START Data provided

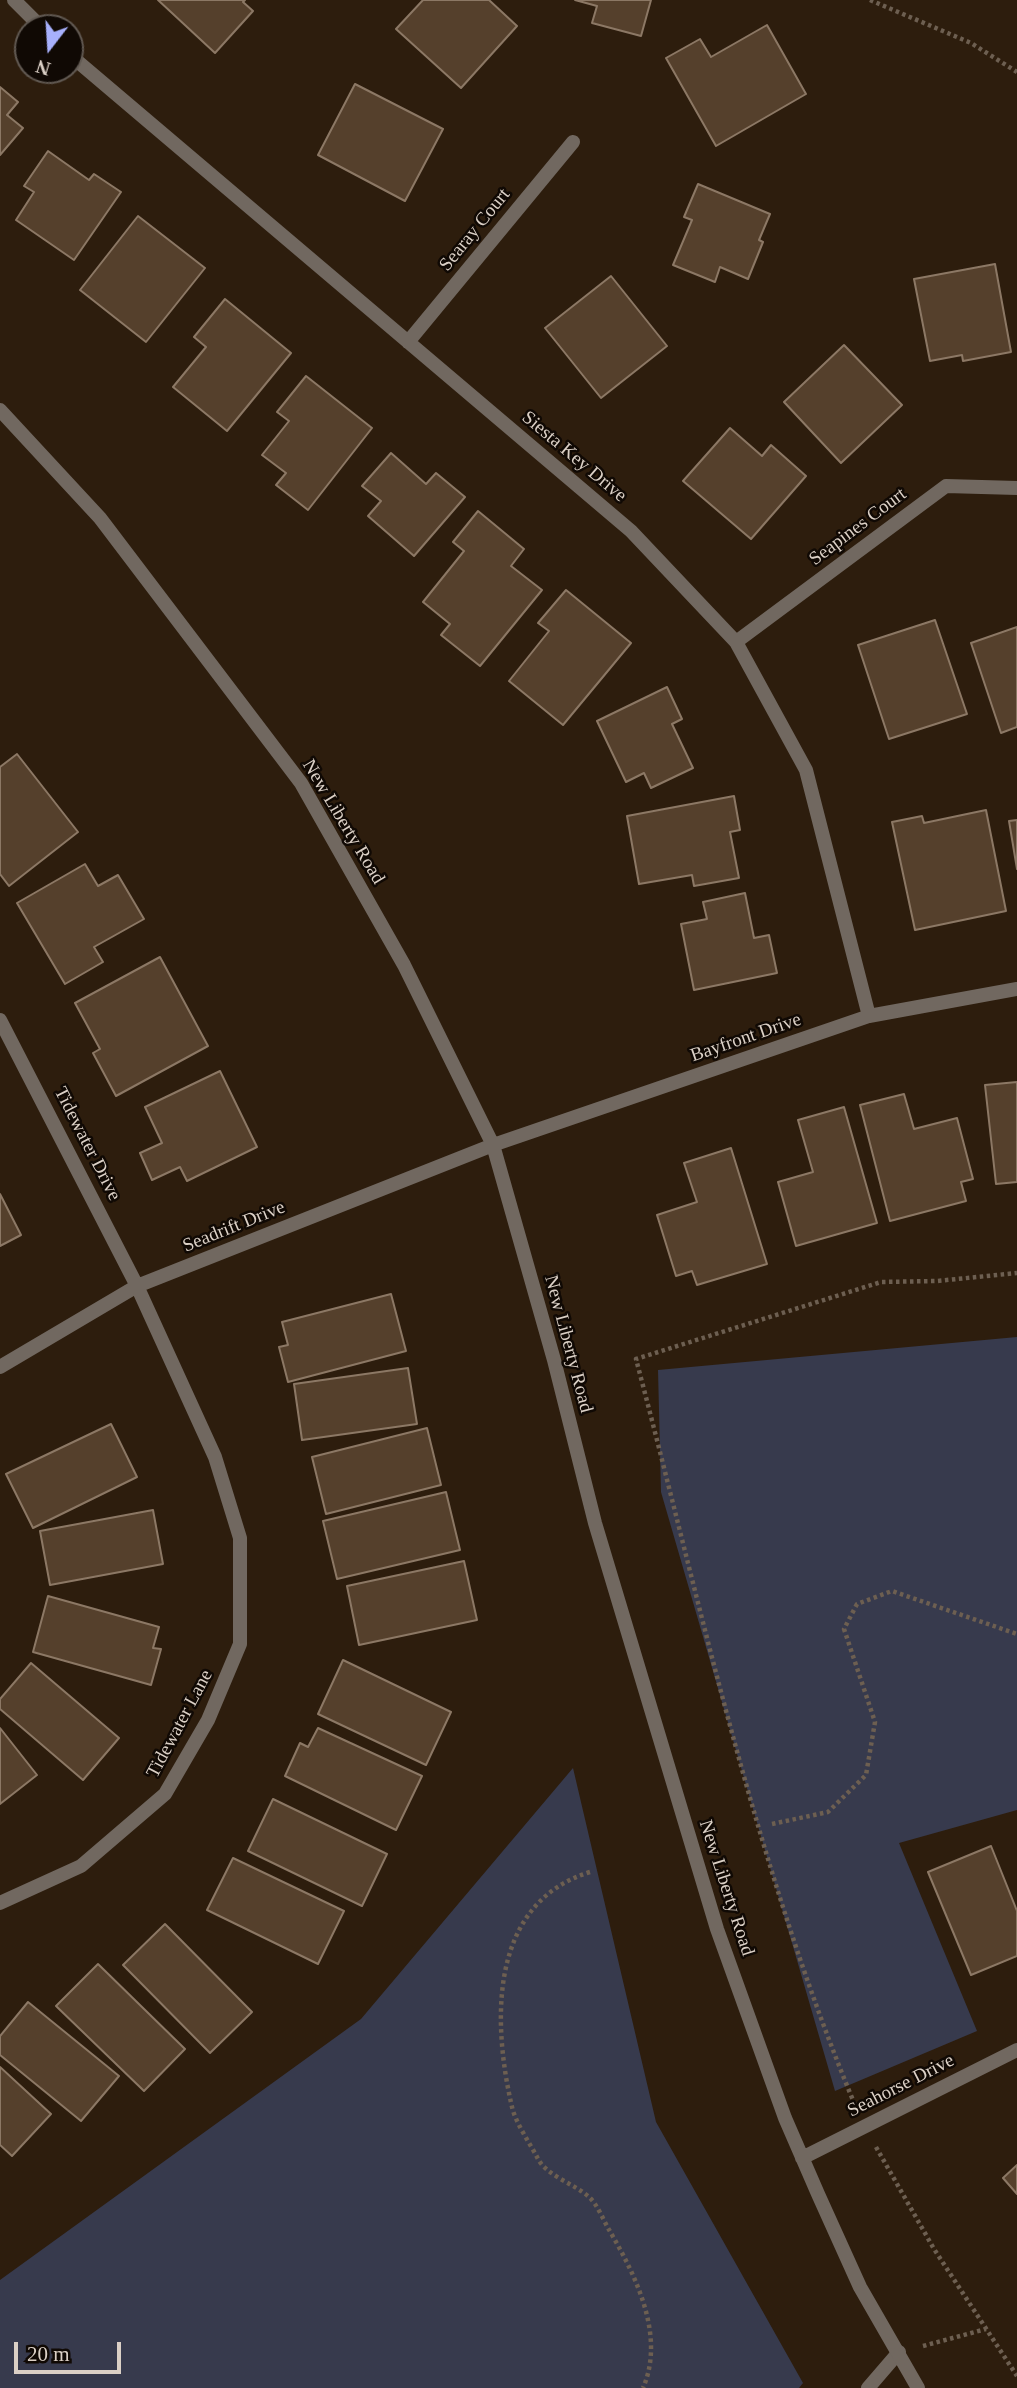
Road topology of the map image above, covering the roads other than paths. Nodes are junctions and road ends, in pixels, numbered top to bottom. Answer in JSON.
{"nodes":[{"id":1,"x":14,"y":0,"type":"edge"},
{"id":2,"x":28,"y":14,"type":"edge"},
{"id":3,"x":84,"y":67,"type":"edge"},
{"id":4,"x":573,"y":142,"type":"dead end"},
{"id":5,"x":408,"y":342,"type":"junction"},
{"id":6,"x":0,"y":410,"type":"edge"},
{"id":7,"x":1017,"y":488,"type":"edge"},
{"id":8,"x":736,"y":642,"type":"junction"},
{"id":9,"x":1017,"y":989,"type":"edge"},
{"id":10,"x":869,"y":1016,"type":"junction"},
{"id":11,"x":3,"y":1030,"type":"edge"},
{"id":12,"x":493,"y":1145,"type":"junction"},
{"id":13,"x":137,"y":1286,"type":"junction"},
{"id":14,"x":0,"y":1367,"type":"edge"},
{"id":15,"x":0,"y":1903,"type":"edge"},
{"id":16,"x":1017,"y":2050,"type":"edge"},
{"id":17,"x":802,"y":2158,"type":"junction"},
{"id":18,"x":899,"y":2352,"type":"junction"},
{"id":19,"x":920,"y":2387,"type":"edge"},
{"id":20,"x":868,"y":2388,"type":"edge"}],
"edges":[{"from":1,"to":2,"type":"street"},
{"from":3,"to":5,"type":"street","name":"Siesta Key Drive"},
{"from":4,"to":5,"type":"street","name":"Searay Court"},
{"from":5,"to":8,"type":"street","name":"Siesta Key Drive"},
{"from":6,"to":12,"type":"street","name":"New Liberty Road"},
{"from":7,"to":8,"type":"street","name":"Seapines Court"},
{"from":8,"to":10,"type":"street","name":"Siesta Key Drive"},
{"from":9,"to":10,"type":"street","name":"Bayfront Drive"},
{"from":10,"to":12,"type":"street","name":"Bayfront Drive"},
{"from":11,"to":13,"type":"street","name":"Tidewater Drive"},
{"from":12,"to":13,"type":"street","name":"Seadrift Drive"},
{"from":12,"to":17,"type":"street","name":"New Liberty Road"},
{"from":13,"to":14,"type":"street","name":"Seadrift Drive"},
{"from":13,"to":15,"type":"street","name":"Tidewater Lane"},
{"from":16,"to":17,"type":"street","name":"Seahorse Drive"},
{"from":17,"to":18,"type":"street","name":"New Liberty Road"},
{"from":18,"to":19,"type":"street","name":"New Liberty Road"},
{"from":18,"to":20,"type":"street"}]}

END Data provided

### Work instruction
The records above must be copied exactly, with no pictures carried over.

### Solution
Road topology of the map image above, covering the roads other than paths. Nodes are junctions and road ends, in pixels, numbered top to bottom. Answer in JSON.
{"nodes":[{"id":1,"x":14,"y":0,"type":"edge"},
{"id":2,"x":28,"y":14,"type":"edge"},
{"id":3,"x":84,"y":67,"type":"edge"},
{"id":4,"x":573,"y":142,"type":"dead end"},
{"id":5,"x":408,"y":342,"type":"junction"},
{"id":6,"x":0,"y":410,"type":"edge"},
{"id":7,"x":1017,"y":488,"type":"edge"},
{"id":8,"x":736,"y":642,"type":"junction"},
{"id":9,"x":1017,"y":989,"type":"edge"},
{"id":10,"x":869,"y":1016,"type":"junction"},
{"id":11,"x":3,"y":1030,"type":"edge"},
{"id":12,"x":493,"y":1145,"type":"junction"},
{"id":13,"x":137,"y":1286,"type":"junction"},
{"id":14,"x":0,"y":1367,"type":"edge"},
{"id":15,"x":0,"y":1903,"type":"edge"},
{"id":16,"x":1017,"y":2050,"type":"edge"},
{"id":17,"x":802,"y":2158,"type":"junction"},
{"id":18,"x":899,"y":2352,"type":"junction"},
{"id":19,"x":920,"y":2387,"type":"edge"},
{"id":20,"x":868,"y":2388,"type":"edge"}],
"edges":[{"from":1,"to":2,"type":"street"},
{"from":3,"to":5,"type":"street","name":"Siesta Key Drive"},
{"from":4,"to":5,"type":"street","name":"Searay Court"},
{"from":5,"to":8,"type":"street","name":"Siesta Key Drive"},
{"from":6,"to":12,"type":"street","name":"New Liberty Road"},
{"from":7,"to":8,"type":"street","name":"Seapines Court"},
{"from":8,"to":10,"type":"street","name":"Siesta Key Drive"},
{"from":9,"to":10,"type":"street","name":"Bayfront Drive"},
{"from":10,"to":12,"type":"street","name":"Bayfront Drive"},
{"from":11,"to":13,"type":"street","name":"Tidewater Drive"},
{"from":12,"to":13,"type":"street","name":"Seadrift Drive"},
{"from":12,"to":17,"type":"street","name":"New Liberty Road"},
{"from":13,"to":14,"type":"street","name":"Seadrift Drive"},
{"from":13,"to":15,"type":"street","name":"Tidewater Lane"},
{"from":16,"to":17,"type":"street","name":"Seahorse Drive"},
{"from":17,"to":18,"type":"street","name":"New Liberty Road"},
{"from":18,"to":19,"type":"street","name":"New Liberty Road"},
{"from":18,"to":20,"type":"street"}]}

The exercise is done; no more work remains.